Activity ->
Only the lines with "nodes" in the entries below belong in the answer; please copy them.

** Information follows **

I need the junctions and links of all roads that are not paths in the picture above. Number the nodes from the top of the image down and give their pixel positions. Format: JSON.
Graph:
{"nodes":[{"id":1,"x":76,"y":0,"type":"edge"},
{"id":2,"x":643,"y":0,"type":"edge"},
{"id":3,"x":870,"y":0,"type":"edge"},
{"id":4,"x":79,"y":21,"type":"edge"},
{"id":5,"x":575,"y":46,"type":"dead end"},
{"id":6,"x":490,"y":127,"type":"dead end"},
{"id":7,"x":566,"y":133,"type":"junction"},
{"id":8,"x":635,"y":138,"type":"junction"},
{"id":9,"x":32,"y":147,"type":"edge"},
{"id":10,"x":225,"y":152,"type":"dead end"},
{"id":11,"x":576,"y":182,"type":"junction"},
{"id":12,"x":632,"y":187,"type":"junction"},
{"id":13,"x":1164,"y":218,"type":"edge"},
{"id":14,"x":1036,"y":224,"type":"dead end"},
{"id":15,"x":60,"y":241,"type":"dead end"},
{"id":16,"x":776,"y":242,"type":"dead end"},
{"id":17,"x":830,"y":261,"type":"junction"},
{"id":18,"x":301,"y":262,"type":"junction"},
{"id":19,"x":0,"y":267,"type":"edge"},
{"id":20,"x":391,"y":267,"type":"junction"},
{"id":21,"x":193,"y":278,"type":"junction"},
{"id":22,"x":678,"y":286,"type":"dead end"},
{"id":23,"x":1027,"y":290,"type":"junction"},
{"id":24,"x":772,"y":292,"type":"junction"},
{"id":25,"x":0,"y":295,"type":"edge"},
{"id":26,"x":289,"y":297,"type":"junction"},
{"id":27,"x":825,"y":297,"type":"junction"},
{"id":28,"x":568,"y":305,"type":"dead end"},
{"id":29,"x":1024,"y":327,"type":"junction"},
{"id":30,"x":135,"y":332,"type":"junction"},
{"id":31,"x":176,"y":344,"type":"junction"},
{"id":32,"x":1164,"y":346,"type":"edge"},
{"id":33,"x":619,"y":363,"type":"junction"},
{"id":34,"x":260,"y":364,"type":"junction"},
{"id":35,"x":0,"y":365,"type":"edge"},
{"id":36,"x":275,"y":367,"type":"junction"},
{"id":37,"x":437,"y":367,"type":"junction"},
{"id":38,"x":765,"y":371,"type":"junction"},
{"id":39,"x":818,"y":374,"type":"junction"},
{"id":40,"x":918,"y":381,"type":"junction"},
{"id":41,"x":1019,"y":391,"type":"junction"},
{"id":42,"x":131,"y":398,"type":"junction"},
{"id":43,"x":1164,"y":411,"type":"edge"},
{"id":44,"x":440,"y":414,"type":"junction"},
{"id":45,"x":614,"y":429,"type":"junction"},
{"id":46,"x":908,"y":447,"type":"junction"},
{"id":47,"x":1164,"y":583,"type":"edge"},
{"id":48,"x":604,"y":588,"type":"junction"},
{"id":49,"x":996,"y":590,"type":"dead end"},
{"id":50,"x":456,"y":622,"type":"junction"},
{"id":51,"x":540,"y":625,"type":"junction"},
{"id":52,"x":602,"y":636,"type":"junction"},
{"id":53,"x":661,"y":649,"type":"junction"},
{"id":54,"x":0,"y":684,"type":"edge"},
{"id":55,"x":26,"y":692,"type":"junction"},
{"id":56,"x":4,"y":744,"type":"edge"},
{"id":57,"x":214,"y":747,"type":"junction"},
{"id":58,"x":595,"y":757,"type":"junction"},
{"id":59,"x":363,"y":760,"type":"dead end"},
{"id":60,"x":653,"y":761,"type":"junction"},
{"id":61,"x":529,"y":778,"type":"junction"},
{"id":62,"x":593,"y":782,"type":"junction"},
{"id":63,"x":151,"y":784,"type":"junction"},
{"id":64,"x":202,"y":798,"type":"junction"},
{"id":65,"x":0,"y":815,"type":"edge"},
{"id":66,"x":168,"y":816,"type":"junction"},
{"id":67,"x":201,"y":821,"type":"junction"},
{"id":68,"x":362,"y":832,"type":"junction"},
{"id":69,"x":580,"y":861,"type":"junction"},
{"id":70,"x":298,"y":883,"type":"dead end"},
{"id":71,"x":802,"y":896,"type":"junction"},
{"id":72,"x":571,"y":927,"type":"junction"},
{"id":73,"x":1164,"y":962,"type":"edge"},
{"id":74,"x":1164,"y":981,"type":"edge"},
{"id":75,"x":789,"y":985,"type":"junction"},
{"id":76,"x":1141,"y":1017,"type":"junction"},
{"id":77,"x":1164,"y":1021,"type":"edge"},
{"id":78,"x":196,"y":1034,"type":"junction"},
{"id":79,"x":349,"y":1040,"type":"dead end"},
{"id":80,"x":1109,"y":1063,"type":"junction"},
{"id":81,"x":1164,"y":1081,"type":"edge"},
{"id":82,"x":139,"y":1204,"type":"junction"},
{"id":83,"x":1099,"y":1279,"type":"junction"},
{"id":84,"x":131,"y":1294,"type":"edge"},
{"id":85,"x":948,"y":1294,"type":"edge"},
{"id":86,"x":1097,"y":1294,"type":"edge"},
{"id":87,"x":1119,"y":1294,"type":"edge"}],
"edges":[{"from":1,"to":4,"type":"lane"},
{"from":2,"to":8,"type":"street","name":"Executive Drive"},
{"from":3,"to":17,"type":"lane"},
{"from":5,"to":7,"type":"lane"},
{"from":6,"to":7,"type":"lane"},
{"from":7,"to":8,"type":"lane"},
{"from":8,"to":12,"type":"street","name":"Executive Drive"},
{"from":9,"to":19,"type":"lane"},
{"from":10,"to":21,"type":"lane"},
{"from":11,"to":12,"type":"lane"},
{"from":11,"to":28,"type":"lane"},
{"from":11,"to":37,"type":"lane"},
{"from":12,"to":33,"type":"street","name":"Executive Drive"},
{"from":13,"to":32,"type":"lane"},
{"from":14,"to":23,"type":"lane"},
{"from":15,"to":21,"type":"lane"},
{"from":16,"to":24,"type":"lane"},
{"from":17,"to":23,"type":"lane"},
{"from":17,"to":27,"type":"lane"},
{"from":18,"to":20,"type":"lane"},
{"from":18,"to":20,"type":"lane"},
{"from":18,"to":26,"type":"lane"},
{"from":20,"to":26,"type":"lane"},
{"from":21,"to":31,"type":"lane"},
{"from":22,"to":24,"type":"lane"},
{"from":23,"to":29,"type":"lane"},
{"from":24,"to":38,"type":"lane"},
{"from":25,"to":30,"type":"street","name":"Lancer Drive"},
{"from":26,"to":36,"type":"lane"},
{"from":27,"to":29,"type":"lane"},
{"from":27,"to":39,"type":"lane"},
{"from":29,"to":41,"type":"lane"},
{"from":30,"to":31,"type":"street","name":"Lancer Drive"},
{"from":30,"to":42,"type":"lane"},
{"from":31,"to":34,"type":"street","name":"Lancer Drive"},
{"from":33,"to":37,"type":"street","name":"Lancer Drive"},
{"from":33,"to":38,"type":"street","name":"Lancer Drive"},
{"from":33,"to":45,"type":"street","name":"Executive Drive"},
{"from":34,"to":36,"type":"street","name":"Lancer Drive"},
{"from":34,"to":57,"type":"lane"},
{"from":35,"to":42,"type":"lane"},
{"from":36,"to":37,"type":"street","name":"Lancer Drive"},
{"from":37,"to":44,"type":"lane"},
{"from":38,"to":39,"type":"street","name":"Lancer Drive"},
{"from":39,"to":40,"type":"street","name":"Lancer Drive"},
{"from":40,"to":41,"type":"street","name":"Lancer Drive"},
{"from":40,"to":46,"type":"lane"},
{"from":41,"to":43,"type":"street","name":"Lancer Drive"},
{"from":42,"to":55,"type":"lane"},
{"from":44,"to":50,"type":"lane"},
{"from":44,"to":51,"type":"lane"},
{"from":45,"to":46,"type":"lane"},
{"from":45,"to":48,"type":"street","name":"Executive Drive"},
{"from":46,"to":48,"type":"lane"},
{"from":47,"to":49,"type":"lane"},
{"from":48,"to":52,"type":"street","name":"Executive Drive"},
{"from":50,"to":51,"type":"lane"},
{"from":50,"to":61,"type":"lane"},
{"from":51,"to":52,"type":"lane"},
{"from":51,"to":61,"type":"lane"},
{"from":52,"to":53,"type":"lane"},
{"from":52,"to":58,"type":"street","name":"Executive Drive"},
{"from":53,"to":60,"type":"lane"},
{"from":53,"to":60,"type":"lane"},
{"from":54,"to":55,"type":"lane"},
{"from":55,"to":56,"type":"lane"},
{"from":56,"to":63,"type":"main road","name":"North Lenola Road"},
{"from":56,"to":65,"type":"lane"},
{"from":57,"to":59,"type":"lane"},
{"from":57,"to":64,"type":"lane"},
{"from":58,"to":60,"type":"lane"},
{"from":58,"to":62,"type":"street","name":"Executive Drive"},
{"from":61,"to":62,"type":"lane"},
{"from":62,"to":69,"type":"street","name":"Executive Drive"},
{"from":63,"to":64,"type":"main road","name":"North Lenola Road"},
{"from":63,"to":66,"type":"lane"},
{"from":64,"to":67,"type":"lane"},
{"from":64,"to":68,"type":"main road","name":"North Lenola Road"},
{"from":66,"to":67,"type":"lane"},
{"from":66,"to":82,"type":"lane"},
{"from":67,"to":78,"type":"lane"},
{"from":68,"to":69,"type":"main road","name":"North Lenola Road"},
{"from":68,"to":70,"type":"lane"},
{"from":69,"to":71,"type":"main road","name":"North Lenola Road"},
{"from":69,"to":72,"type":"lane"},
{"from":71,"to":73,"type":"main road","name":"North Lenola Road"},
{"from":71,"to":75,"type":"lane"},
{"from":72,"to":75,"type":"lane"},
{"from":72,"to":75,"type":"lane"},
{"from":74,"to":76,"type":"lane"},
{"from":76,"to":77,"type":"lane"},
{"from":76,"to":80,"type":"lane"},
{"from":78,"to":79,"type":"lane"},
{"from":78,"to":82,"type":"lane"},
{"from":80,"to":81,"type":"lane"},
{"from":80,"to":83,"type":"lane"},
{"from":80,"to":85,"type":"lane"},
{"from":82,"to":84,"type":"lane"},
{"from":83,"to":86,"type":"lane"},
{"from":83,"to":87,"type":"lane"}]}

** End of Information **

Answer box ->
I need the junctions and links of all roads that are not paths in the picture above. Number the nodes from the top of the image down and give their pixel positions. Format: JSON.
{"nodes":[{"id":1,"x":76,"y":0,"type":"edge"},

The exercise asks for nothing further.